Mais a frente, a jornalista inglesa Samantha Pearson Passos, de 31 anos, filmava alguns brasileiros para enviar ao site do jornal “Financial Times”, onde trabalha. “Eu vivo em São Paulo, mas sou da Inglaterra e estou no Brasil há 4 anos”, disse. “Não paro muito para pensar sobre o sentido da vida, mas eu tento ser feliz a cada dia. Eu me casei com um brasileiro no ano passado e acho que realmente achei a felicidade, normalmente as pessoas trazem felicidade. Mudou minha vida depois de casar, realmente”, o sentido da vida é “estar com as pessoas certas”, concluiu.
Um grupo de moças taiwanesas passava apressado à frente, junto com dois tradutores brasileiros. “O sentido da vida é viajar ao redor do mundo. Gosto de conhecer pessoas diferentes, mas a segurança é importante também. Me sinto um pouco insegura aqui’, afirmou Eileen Chang, de 39 anos.

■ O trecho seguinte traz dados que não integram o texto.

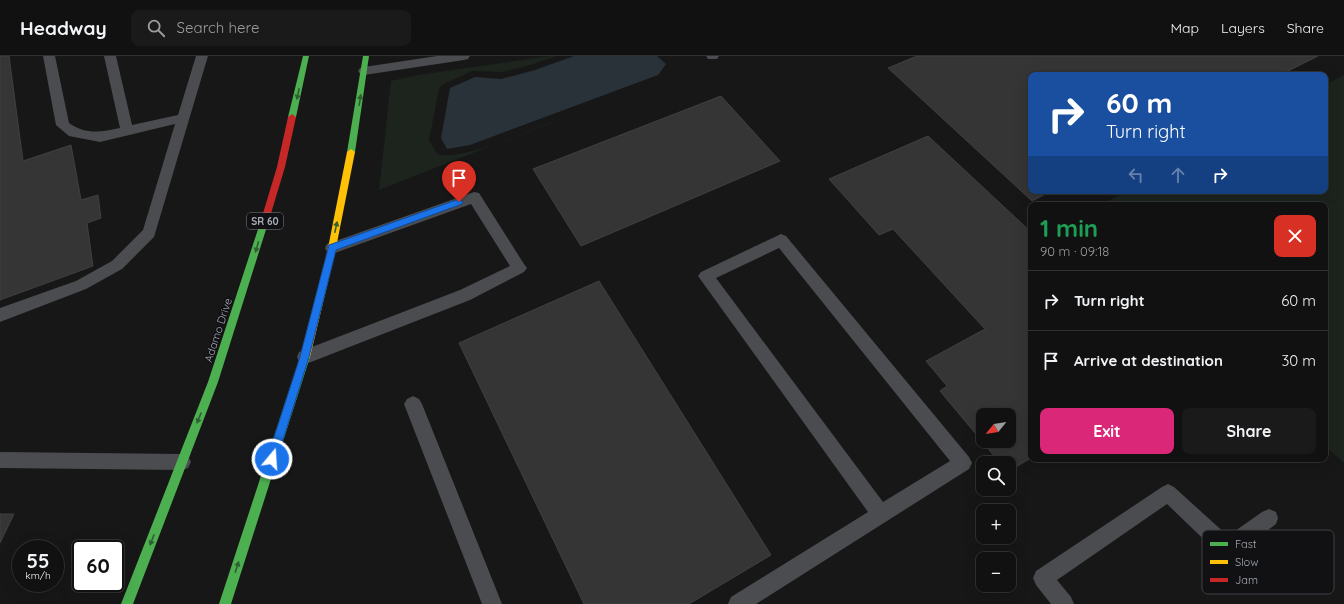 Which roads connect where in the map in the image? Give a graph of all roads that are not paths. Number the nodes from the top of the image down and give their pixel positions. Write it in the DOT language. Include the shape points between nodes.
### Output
graph roads {
  1 [pos="49,56"];
  2 [pos="110,56"];
  3 [pos="202,56"];
  4 [pos="306,56"];
  5 [pos="366,56"];
  6 [pos="464,56"];
  7 [pos="364,71"];
  8 [pos="183,118"];
  9 [pos="127,131"];
  10 [pos="332,248"];
  11 [pos="0,315"];
  12 [pos="305,357"];
  13 [pos="413,404"];
  14 [pos="0,460"];
  15 [pos="182,462"];
  16 [pos="881,514"];
  17 [pos="1269,518"];
  18 [pos="1208,530"];
  19 [pos="1252,530"];
  20 [pos="127,604"];
  21 [pos="225,604"];
  22 [pos="492,604"];
  23 [pos="738,604"];
  24 [pos="1064,604"];
  1 -- 9 [label="lane" via="63,125 74,133 100,137"];
  2 -- 9 [label="lane"];
  3 -- 8 [label="lane"];
  4 -- 15 [label="main road, Adamo Drive / SR 60, one-way" via="281,168 255,255 213,382"];
  5 -- 7 [label="main road"];
  6 -- 7 [label="lane"];
  10 -- 7 [label="main road, one-way"];
  8 -- 9 [label="lane"];
  8 -- 11 [label="lane" via="149,233 117,265 81,285"];
  10 -- 12 [label="main road"];
  10 -- 12 [label="lane" via="474,197 519,268 465,295"];
  21 -- 12 [label="main road, one-way"];
  13 -- 22 [label="lane"];
  14 -- 15 [label="lane"];
  15 -- 20 [label="main road, Adamo Drive / SR 60, one-way"];
  16 -- 16 [label="lane" via="964,463 781,240 706,276"];
  16 -- 23 [label="lane"];
  17 -- 19 [label="lane"];
  18 -- 24 [label="lane" via="1168,493 1043,578"];
} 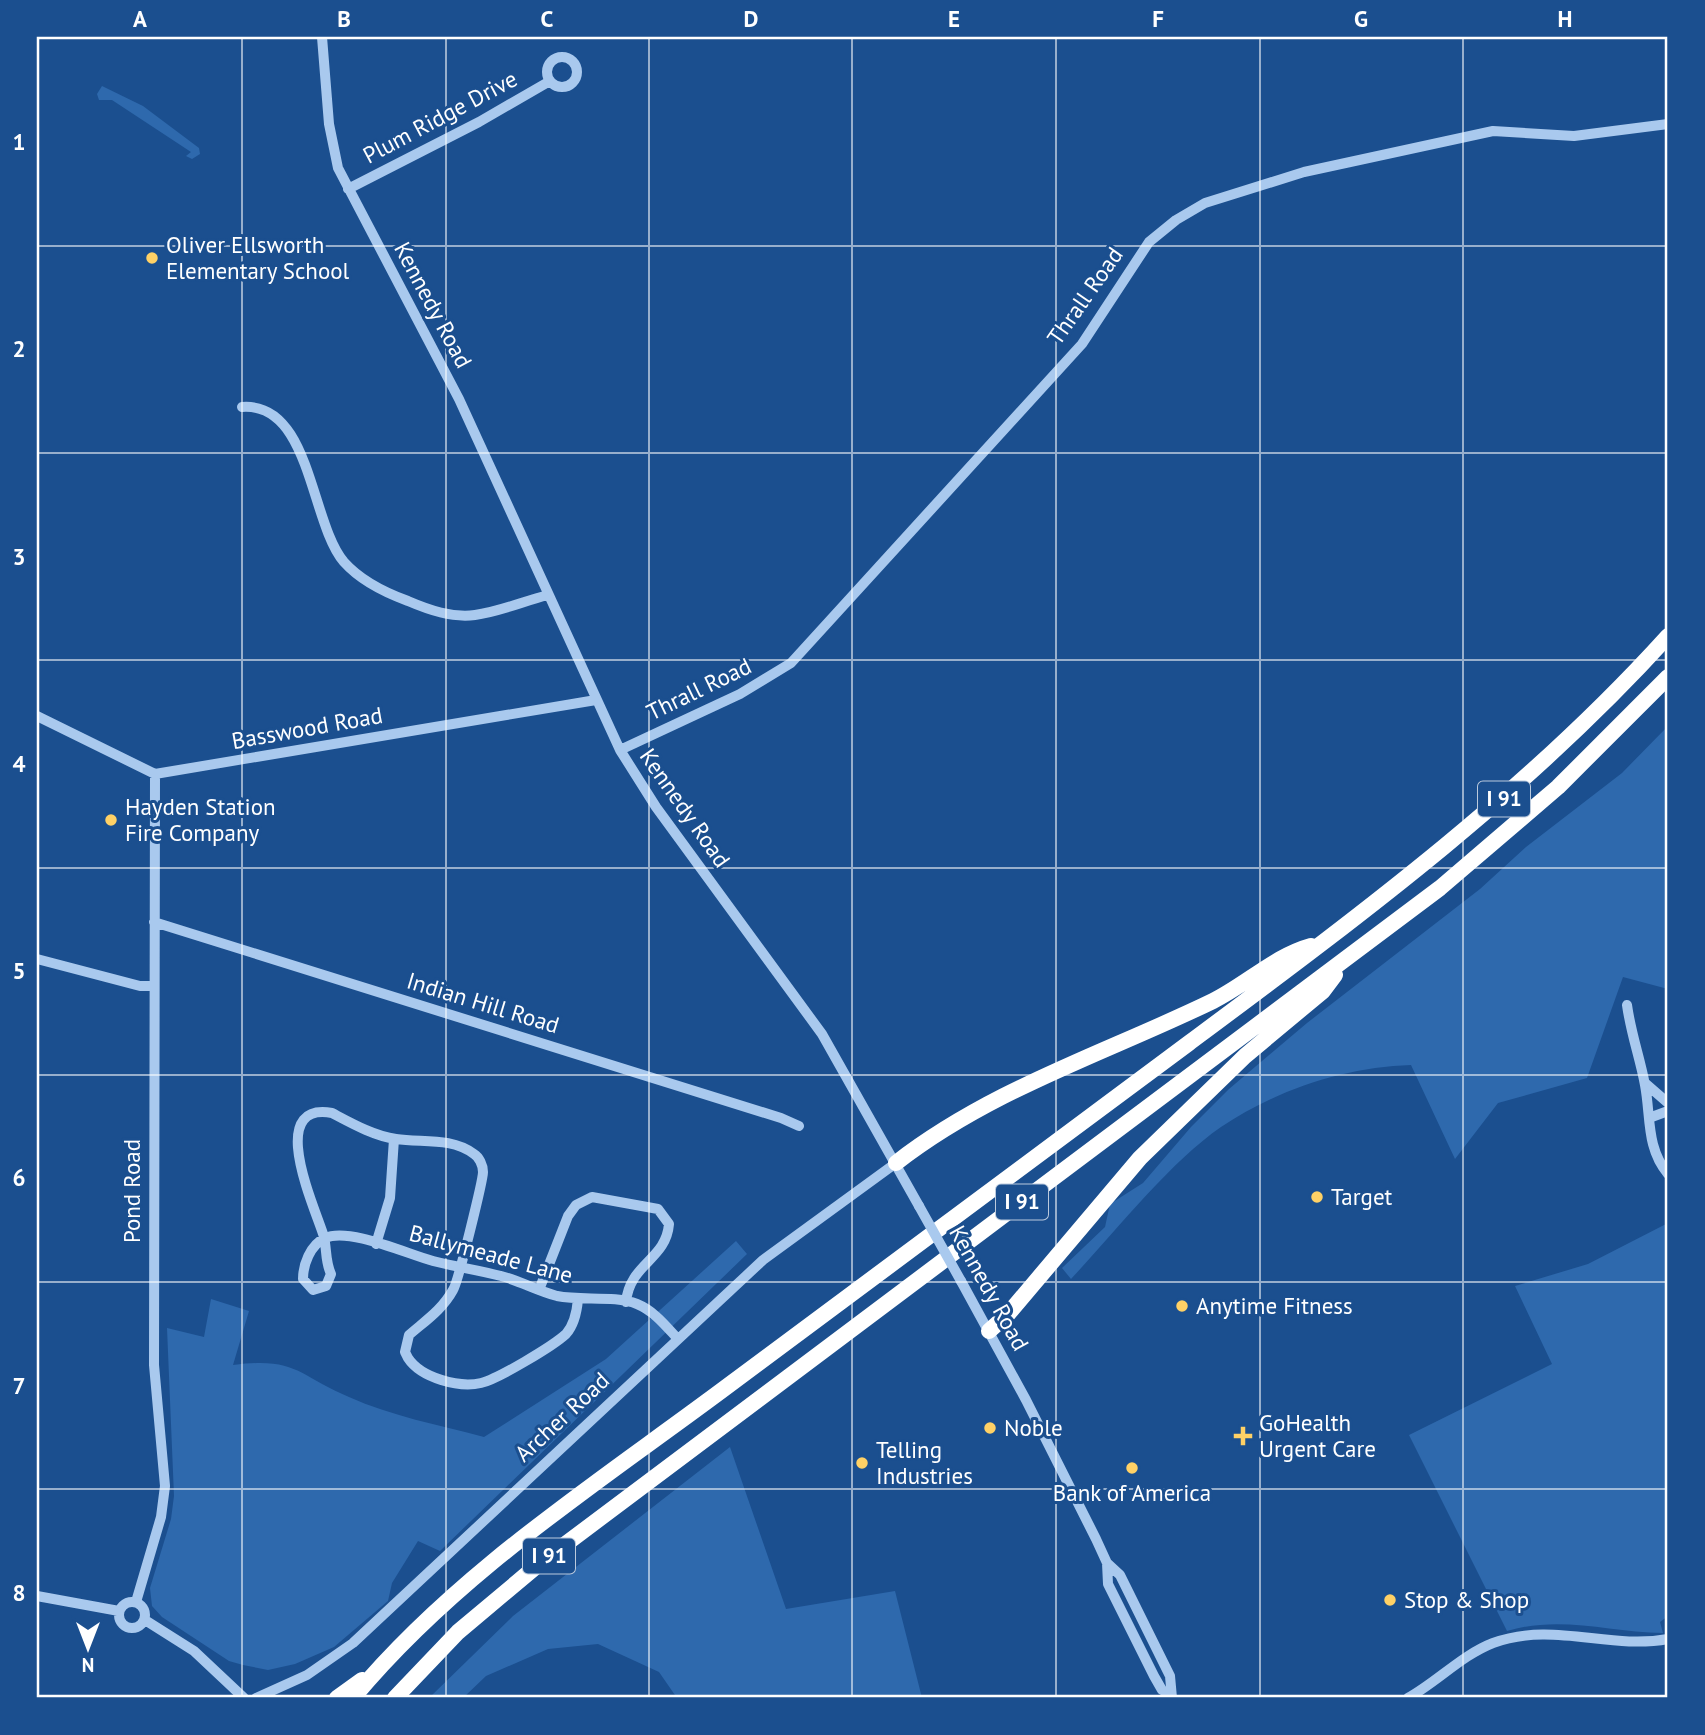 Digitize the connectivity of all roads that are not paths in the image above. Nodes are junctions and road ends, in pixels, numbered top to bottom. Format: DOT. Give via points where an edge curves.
graph roads {
  1 [pos="322,37"];
  2 [pos="551,81"];
  3 [pos="1668,124"];
  4 [pos="348,189"];
  5 [pos="242,407"];
  6 [pos="548,595"];
  7 [pos="1668,636"];
  8 [pos="1668,677"];
  9 [pos="596,700"];
  10 [pos="37,716"];
  11 [pos="620,750"];
  12 [pos="155,774"];
  13 [pos="154,922"];
  14 [pos="1323,943"];
  15 [pos="37,959"];
  16 [pos="1340,965"];
  17 [pos="153,986"];
  18 [pos="1627,1005"];
  19 [pos="1645,1083"];
  20 [pos="1668,1103"];
  21 [pos="1668,1111"];
  22 [pos="1649,1118"];
  23 [pos="799,1126"];
  24 [pos="394,1139"];
  25 [pos="896,1163"];
  26 [pos="1668,1174"];
  27 [pos="376,1244"];
  28 [pos="460,1267"];
  29 [pos="540,1290"];
  30 [pos="578,1299"];
  31 [pos="626,1302"];
  32 [pos="989,1331"];
  33 [pos="677,1338"];
  34 [pos="37,1596"];
  35 [pos="136,1602"];
  36 [pos="119,1611"];
  37 [pos="145,1620"];
  38 [pos="1668,1639"];
  39 [pos="376,1671"];
  40 [pos="1172,1697"];
  41 [pos="244,1698"];
  42 [pos="256,1698"];
  43 [pos="337,1698"];
  44 [pos="353,1698"];
  45 [pos="396,1698"];
  46 [pos="1408,1698"];
  1 -- 4 [label="street, Kennedy Road" via="333,148"];
  2 -- 4 [label="street, Plum Ridge Drive"];
  3 -- 11 [label="street, Thrall Road" via="1574,136 1493,131 1247,188 1176,220 1149,242 1082,344 791,663 740,694"];
  4 -- 6 [label="street, Kennedy Road" via="459,399"];
  5 -- 6 [label="street" via="267,410 289,430 331,537 357,574 397,597 453,615 476,615"];
  6 -- 9 [label="street, Kennedy Road"];
  7 -- 14 [label="highway, I 91" via="1590,718 1495,806"];
  8 -- 16 [label="highway, I 91" via="1594,754 1506,834"];
  9 -- 11 [label="street, Kennedy Road"];
  9 -- 12 [label="street, Basswood Road"];
  10 -- 12 [label="street"];
  11 -- 25 [label="street, Kennedy Road" via="656,807 822,1034"];
  12 -- 13 [label="street, Pond Road"];
  13 -- 17 [label="street, Pond Road"];
  13 -- 23 [label="street, Indian Hill Road"];
  14 -- 25 [label="highway" via="1286,956 1213,1000 1004,1095"];
  14 -- 39 [label="highway, I 91" via="494,1559"];
  15 -- 17 [label="street"];
  16 -- 32 [label="highway" via="1323,991 1245,1056 1148,1151 1009,1314"];
  16 -- 45 [label="highway, I 91" via="519,1579 458,1632"];
  17 -- 35 [label="street, Pond Road" via="154,1365 165,1486 159,1526"];
  18 -- 19 [label="street"];
  19 -- 20 [label="street"];
  19 -- 22 [label="street"];
  21 -- 22 [label="street"];
  22 -- 26 [label="street" via="1652,1145"];
  24 -- 27 [label="street" via="390,1198"];
  24 -- 27 [label="street, Ballymeade Lane" via="321,1111 301,1128 300,1174 324,1238 355,1237"];
  24 -- 28 [label="street" via="458,1146 476,1155 483,1167"];
  25 -- 32 [label="street, Kennedy Road, bridge"];
  25 -- 33 [label="street, Archer Road" via="780,1246"];
  27 -- 28 [label="street, Ballymeade Lane"];
  28 -- 29 [label="street, Ballymeade Lane"];
  28 -- 30 [label="street" via="445,1304 409,1335 406,1343 412,1365 439,1378 485,1382 549,1346 567,1332"];
  29 -- 30 [label="street, Ballymeade Lane"];
  29 -- 31 [label="street" via="568,1216 592,1197 658,1209 669,1224 662,1248 632,1277"];
  30 -- 31 [label="street, Ballymeade Lane"];
  31 -- 33 [label="street, Ballymeade Lane" via="652,1312"];
  32 -- 40 [label="street, Kennedy Road" via="1107,1563 1120,1576 1170,1676"];
  33 -- 42 [label="street, Archer Road" via="354,1643 307,1675"];
  34 -- 36 [label="street"];
  35 -- 36 [label="street" via="126,1603"];
  35 -- 37 [label="street" via="144,1608"];
  36 -- 37 [label="street" via="127,1628 138,1627"];
  37 -- 41 [label="street" via="194,1651"];
  38 -- 46 [label="street" via="1616,1641 1553,1633 1507,1639 1468,1657"];
  39 -- 43 [label="highway"];
  39 -- 44 [label="highway, I 91"];
} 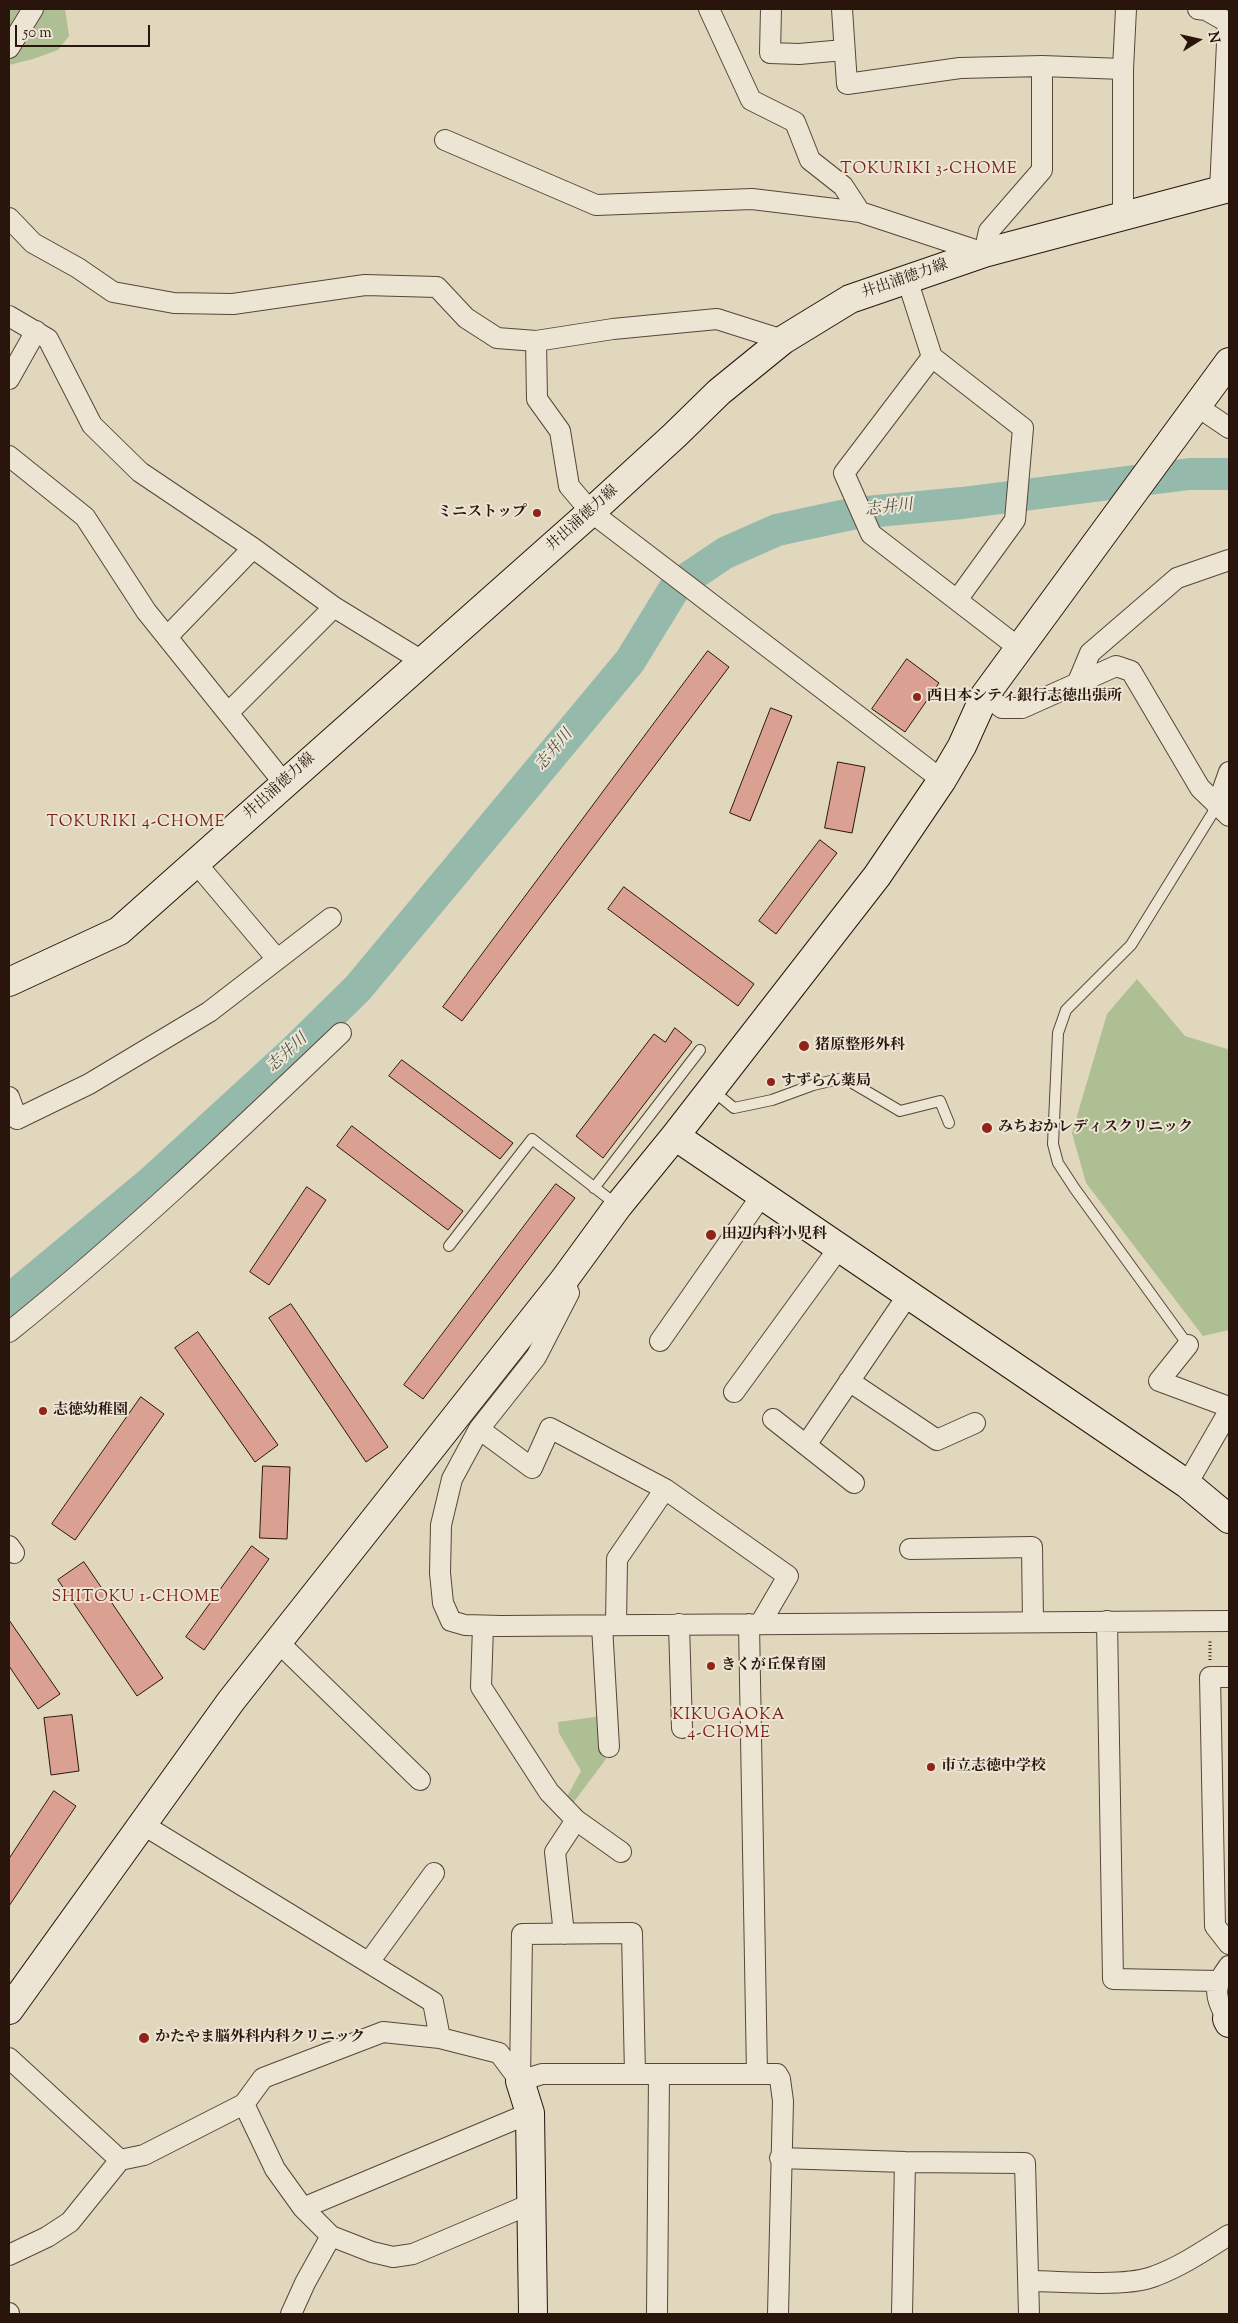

“Nunca parei para pensar nisso. Não sei como explicar”, afirmou a colega dela, Anne Home, de 40.

Encontrei também uns holandeses (que estavam certos que a Holanda ganharia o jogo):
“Ser feliz!”, respondeu Jeremy Kok, de 20 anos.
“Acreditar em Deus, orar. Eu não sou a melhor pessoa do mundo, mas eu estou tentando”, afirmou Johan Rang, de 23 anos.
Falei também com o argentino Cesar Herreira, de 39 anos, que havia viajado 36 horas de ônibus com seu filho Matias, de 9, na tentativa de ver a partida entre Argentina e Holanda.
“O sentido da vida é estar com a família. Minha esposa não pode vir mas eu trouxe ele. Não pudemos vir de avião, mas viemos de ônibus, não ficamos no melhor hotel, não conseguimos entrar no estádio, mas estamos aqui juntos. aproveitando como podemos”, declarou.